Week 15 — Document and share

  • Tasks:
    1. Write a thorough README.md (template below).
    2. Optionally: produce a conda-lock.yml for byte-exact reproducibility.
    3. Push to GitHub (public or course-private).
    4. (Stretch) Have a peer or your PI clone and re-run from scratch to verify reproducibility.
  • Deliverable: the repo URL.

README.md template

# <Project Title>

One-paragraph elevator pitch of what this repo does.

## Setup

```bash
mamba env create -f environment.yml
mamba activate myproject
```

For byte-exact reproducibility:
```bash
conda-lock install --name myproject conda-lock.yml
```

## Data

Where the input data lives (`/fs/project/<group>/...` if it's too big to commit; a download script otherwise).

## Run

```bash
sbatch slurm/main_run.slurm
```

Expected resources: `--cpus-per-task=N`, `--mem=NG`, `--time=HH:MM:SS`.
Expected runtime: about N minutes on Unity.

## Results

Where the outputs land. What figures / CSVs / models to expect.

## Cluster notes

Anything Unity- or OSC-specific worth knowing.

Grading rubric (for self/peer assessment)

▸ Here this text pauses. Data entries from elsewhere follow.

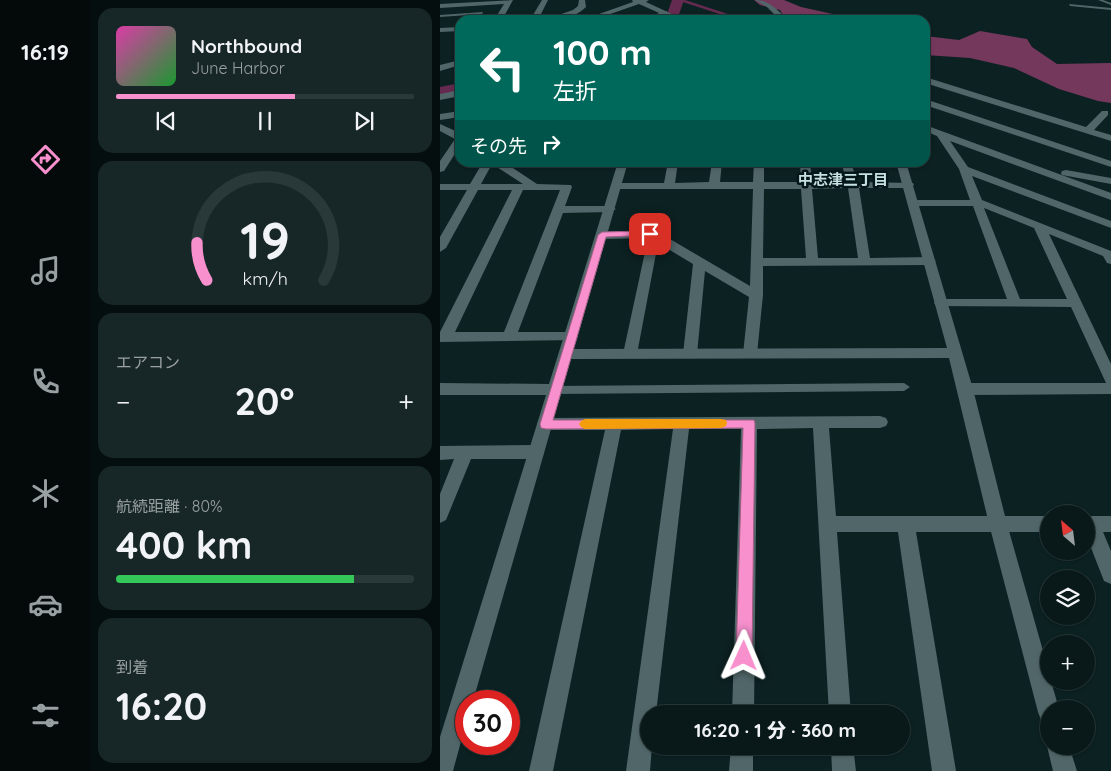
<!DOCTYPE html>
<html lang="ja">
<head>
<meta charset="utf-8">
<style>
	:root { --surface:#09191a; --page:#172627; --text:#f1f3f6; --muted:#99a0a2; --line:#293839; --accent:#f790cd }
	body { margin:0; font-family:Quicksand,"Noto Sans JP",sans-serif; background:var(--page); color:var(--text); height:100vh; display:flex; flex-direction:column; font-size:19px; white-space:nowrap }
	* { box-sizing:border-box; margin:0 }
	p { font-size:16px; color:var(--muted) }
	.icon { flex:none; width:28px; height:28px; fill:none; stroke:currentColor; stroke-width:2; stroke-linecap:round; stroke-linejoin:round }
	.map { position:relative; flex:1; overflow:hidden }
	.side { display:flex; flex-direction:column; gap:8px; padding:8px; background:#050e0e; width:350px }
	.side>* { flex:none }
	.guide { position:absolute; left:15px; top:15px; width:475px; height:152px; border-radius:15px; box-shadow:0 1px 4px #0004,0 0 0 1px var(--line); background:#00695c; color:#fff; overflow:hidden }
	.needle { width:32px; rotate:332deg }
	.tools { position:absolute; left:600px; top:505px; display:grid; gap:10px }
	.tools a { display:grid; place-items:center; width:55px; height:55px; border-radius:50%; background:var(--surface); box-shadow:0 1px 4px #0004,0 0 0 1px var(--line); font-size:25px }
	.speed { position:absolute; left:15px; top:690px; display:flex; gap:10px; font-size:25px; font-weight:700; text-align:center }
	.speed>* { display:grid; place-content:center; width:65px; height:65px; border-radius:50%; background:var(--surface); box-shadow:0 1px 4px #0004,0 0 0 1px var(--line); line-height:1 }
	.speed .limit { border:8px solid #d22; background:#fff; color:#111 }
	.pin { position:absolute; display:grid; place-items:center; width:42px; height:42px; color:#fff; margin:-21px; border-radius:10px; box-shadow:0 2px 8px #0006 }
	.me { position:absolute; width:55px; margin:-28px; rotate:1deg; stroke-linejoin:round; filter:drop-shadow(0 0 4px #0008) }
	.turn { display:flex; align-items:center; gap:18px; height:105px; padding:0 15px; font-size:22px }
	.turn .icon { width:65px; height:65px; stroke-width:2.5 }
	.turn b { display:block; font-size:35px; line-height:42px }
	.then { display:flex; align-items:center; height:48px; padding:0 15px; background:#0003; gap:10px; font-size:19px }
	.big { font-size:38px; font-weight:800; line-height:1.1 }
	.side .tile { flex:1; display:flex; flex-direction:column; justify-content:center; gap:8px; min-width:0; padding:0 18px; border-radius:15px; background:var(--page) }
	.side .dial { align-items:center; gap:0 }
	.dial svg { height:130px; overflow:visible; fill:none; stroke:var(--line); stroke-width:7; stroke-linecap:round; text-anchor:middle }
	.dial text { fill:var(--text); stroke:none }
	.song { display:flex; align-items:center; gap:15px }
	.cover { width:60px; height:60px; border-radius:8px; background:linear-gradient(135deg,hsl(320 70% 55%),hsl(130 70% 35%)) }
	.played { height:5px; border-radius:2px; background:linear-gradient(90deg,var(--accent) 60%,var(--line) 60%) }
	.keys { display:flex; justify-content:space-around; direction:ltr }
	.heat { display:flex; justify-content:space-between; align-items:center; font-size:28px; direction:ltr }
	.charge { height:8px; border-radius:4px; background:linear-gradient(90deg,#34c759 80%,var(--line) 0) }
	.trip { position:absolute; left:200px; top:705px; width:270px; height:50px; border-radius:25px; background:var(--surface); box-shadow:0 1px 4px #0004,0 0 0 1px var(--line); font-weight:800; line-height:50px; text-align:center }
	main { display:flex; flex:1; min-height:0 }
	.tab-bar { display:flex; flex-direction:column; width:90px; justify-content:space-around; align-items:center; background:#040a0a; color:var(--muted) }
	.tab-bar .icon { width:35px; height:35px }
	.tab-bar .selected { color:var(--accent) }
	.tab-bar b { font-size:22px; color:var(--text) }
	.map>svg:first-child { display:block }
	.forest { fill:#75385d }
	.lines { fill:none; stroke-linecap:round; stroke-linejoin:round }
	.stream { stroke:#652a4f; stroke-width:2.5 }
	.river { fill:#652a4f; fill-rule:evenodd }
	.service { fill:#506668; fill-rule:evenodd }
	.pedestrian { fill:#506668; fill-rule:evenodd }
	.minor { fill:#506668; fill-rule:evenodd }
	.tertiary { fill:#506668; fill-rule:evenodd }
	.route { fill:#f790cd; stroke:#a15e85 }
	.slow { fill:#f59e0b }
	.labels { text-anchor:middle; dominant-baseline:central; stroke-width:5; stroke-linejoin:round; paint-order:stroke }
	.far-neighbourhood-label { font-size:15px; font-weight:bold; fill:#c6dfe0; stroke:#041719 }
</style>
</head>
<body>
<main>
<nav class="tab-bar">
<b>16:19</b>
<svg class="icon selected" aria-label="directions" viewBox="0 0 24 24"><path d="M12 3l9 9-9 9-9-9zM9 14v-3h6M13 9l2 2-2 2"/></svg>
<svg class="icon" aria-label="music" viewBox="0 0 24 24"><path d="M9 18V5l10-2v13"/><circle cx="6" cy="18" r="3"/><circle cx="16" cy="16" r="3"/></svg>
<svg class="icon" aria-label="phone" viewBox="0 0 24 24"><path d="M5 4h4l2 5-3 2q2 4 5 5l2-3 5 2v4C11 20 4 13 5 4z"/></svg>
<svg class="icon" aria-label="climate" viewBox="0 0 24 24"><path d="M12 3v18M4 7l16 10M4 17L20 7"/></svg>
<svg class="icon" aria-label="car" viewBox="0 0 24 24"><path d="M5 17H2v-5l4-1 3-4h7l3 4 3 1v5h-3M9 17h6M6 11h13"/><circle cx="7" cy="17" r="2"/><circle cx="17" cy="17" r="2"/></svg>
<svg class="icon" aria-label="filters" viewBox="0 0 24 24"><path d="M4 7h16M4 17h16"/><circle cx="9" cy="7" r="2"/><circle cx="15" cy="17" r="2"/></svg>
</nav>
<section class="side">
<div class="tile">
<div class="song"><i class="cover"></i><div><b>Northbound</b><p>June Harbor</p></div></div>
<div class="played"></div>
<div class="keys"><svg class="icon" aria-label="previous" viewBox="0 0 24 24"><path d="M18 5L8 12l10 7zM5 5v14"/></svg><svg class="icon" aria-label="pause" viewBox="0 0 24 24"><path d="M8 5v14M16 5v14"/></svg><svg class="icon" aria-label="next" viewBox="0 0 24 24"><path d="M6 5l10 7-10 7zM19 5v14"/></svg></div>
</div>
<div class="tile dial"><svg viewBox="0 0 100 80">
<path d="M14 69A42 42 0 1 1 86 69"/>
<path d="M14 69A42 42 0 0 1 8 46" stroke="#f790cd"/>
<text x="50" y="56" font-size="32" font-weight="700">19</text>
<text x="50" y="72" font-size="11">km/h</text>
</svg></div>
<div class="tile"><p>エアコン</p>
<div class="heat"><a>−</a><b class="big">20°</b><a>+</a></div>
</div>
<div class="tile"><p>航続距離 · 80%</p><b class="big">400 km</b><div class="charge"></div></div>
<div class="tile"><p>到着</p><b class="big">16:20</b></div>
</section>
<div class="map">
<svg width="671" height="771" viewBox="0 0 671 771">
	<rect width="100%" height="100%" fill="#0c2122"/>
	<g class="forest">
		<polygon points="314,0 344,0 361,7 420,20 346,20 340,10 320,5"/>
		<polygon points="540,31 587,39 592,47 617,64 671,63 671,103 658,101 619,89 574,68 530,58 485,55 485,36 519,40"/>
	</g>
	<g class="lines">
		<polyline class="stream" points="241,0 302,20"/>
		<g class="river">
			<polygon points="232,0 244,0 237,20 225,20"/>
			<polygon points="20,83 20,93 0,97 0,87"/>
		</g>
		<g class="service">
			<polygon points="658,0 663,0 671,3 671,5"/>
			<polygon points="629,4 671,8 671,10 630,6"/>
			<polygon points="43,12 42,14 0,17 0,15"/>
		</g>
		<polygon class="pedestrian" points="464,383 470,387 464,391 115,394 109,390 115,386"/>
		<g class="minor">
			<polygon points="73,0 62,20 54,20 64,4 0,8 0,4"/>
			<polygon points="102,0 108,0 98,20 90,20"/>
			<path d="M139 0H145L146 7C135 18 119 20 104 20L133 10 138 6Z"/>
			<path d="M315 0C329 0 338 10 348 20H340L327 7Z"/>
			<polygon points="224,11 227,11 227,15 213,20 202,20"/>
			<polygon points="153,14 159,14 170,20 160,20 153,18"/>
			<polygon points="20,27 20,31 0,32 0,28"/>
			<polygon points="485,77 646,127 662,111 668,111 668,115 654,130 671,135 671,141 485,83"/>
			<polygon points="20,90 20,96 0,100 0,94"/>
			<polygon points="485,99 671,161 671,167 485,105"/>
			<polygon points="20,111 20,117 0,120 0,114"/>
			<polygon points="0,124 20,133 20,146 4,171 0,172 0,161 15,139 0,131"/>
			<path d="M485 125 671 193V200L510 141 528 167 671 221V228L532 176 542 200 671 251V264L667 263 663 256 609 234 671 364V394L525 395 520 393 517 389 520 385 525 383H666L631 307 496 306 494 303 496 300 501 299H567L533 206H474L468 203 474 200H530L519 169 497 136 485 131ZM544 208 594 228 627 299H580Z"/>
			<path d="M43 162H64L97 184 131 185 132 187 125 206H170L176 209 170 212 123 213 78 332H131L136 334 138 337 136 340 0 342V332L72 190H38L6 248 0 252V237L27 190H0V184H30ZM52 164 83 184H41ZM83 190H120L64 332H15Z"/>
			<path d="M228 162H238L235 183 269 182 272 162H282L280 182H313L314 162H324V182H361L360 162H370L372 182H407L401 162H411L417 182 473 183 474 185 469 188H419L430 258 490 257 496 261 490 265 323 266V295L317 354 315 358H305L303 354 309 297 265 271 257 354 255 358H245L243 354 253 264 218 243 197 354 195 358H185L183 354 208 238 162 239 156 235 158 232 211 230 218 232 310 286 313 189H176L171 186 176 183H224ZM408 188 418 258H378L372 189ZM324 189H361L366 258H323Z"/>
			<polygon points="626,170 671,178 671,184 622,175 621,173 622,171"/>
			<polygon points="440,416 446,418 448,422 446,426 440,428 389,428 396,516 609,516 609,532 476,532 516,771 492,771 458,532 397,532 411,714 389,714 373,428 317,429 314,714 292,714 301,429 249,429 216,714 209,714 209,746 212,746 210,771 186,771 233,429 181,430 113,771 89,771 165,430 105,430 99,428 97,424 99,420 105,418"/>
			<polygon points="96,445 102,447 104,452 102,457 96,459 31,459 6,520 0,523 0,494 14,459 0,460 0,446"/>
			<polygon points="646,516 671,516 671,532 663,532 671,551 671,584 664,581 646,535"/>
			<polygon points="291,746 313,746 313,771 289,771"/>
			<polygon points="391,746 413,746 416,771 392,771"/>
		</g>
		<g class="tertiary">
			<polygon points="192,0 209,0 206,2 245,20 235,20 199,4 153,20 142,20 193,2"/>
			<polygon points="20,60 20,65 0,71 0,65"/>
			<polygon points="178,162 188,162 134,349 507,348 456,162 466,162 533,389 567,524 609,672 609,681 611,681 619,709 609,709 609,723 601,720 598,712 549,524 509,358 131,359 33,701 26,701 26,723 13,771 0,771 0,737 106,395 0,395 0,383 109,384"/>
			<polygon points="609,741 609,746 629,746 637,771 613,771 607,746"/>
		</g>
	</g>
	<polygon class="route" points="210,231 214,232 214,235 166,237 113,420 314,420 315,423 312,656 310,661 304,663 298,661 296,656 303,428 106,429 101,428 100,424 158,235 162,232"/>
	<polygon class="slow" points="145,419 281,419 286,420 287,423 286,426 281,428 145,429 141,427 139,424 141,421"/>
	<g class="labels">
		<g class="far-neighbourhood-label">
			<text x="403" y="179">中志津三丁目</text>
		</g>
	</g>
</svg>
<div class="tools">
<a><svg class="needle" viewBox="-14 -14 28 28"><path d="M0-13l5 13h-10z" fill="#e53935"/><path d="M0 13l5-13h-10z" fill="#99a0a2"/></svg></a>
<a><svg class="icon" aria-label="layers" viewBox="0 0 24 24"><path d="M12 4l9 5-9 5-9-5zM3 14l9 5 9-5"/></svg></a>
<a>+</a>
<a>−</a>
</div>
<div class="speed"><div class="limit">30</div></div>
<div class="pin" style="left:210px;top:234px;background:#d93025"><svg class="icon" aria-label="arrive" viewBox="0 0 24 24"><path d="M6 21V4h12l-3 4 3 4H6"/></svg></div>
<svg class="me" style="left:304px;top:656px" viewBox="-20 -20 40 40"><path d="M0-17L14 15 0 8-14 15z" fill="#f790cd" stroke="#fff" stroke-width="4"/></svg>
<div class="trip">16:20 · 1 分 · 360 m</div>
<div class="guide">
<div class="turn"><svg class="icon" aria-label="left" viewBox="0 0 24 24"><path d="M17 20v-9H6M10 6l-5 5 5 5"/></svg><div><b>100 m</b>左折</div></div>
<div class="then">その先<svg class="icon" aria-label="right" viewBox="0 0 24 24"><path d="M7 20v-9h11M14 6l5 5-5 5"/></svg></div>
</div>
</div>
</main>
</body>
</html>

Dimension What “great” looks like
Scientific question Clearly stated; meaningful for your research
Reproducibility mamba env create + sbatch slurm/main_run.slurm should reproduce the full pipeline
Resource right-sizing seff shows >70% CPU efficiency and >70% memory efficiency on the main job
Documentation A new student in your lab could pick this up tomorrow
Use of the course content At least one of: tmux/livenode for the dev cycle, mamba env shared with collaborators, job array, GPU usage, etc.

Suggested capstone defaults (if your own research doesn’t fit)

  1. Satellite imagery downscaling: take a small ArcticDEM tile, run a per-pixel transformation in a job array, produce a derived data product.
  2. Hyperparameter sweep on a public dataset: train a small ML model on UCI or sklearn-built-in datasets across a sweep, find the best config.
  3. Numerical experiment: sweep a parameter of a small ODE / PDE / Monte Carlo solver across many values, plot the convergence behavior.
  4. Text data pipeline: download a corpus, tokenize, count, produce a frequency analysis — across an array of categories.
  5. Image segmentation on a small dataset: train a U-Net or similar on a small image set (or fine-tune a pretrained model).

(More suggestions will be added based on student/department interest. Email the course maintainers with proposals.)


Submission

Submit your repo URL as the final deliverable. If the repo is private, give the course maintainers (or your PI) read access. We don’t need a write-up beyond your README.md and PROPOSAL.md — the repo IS the writeup.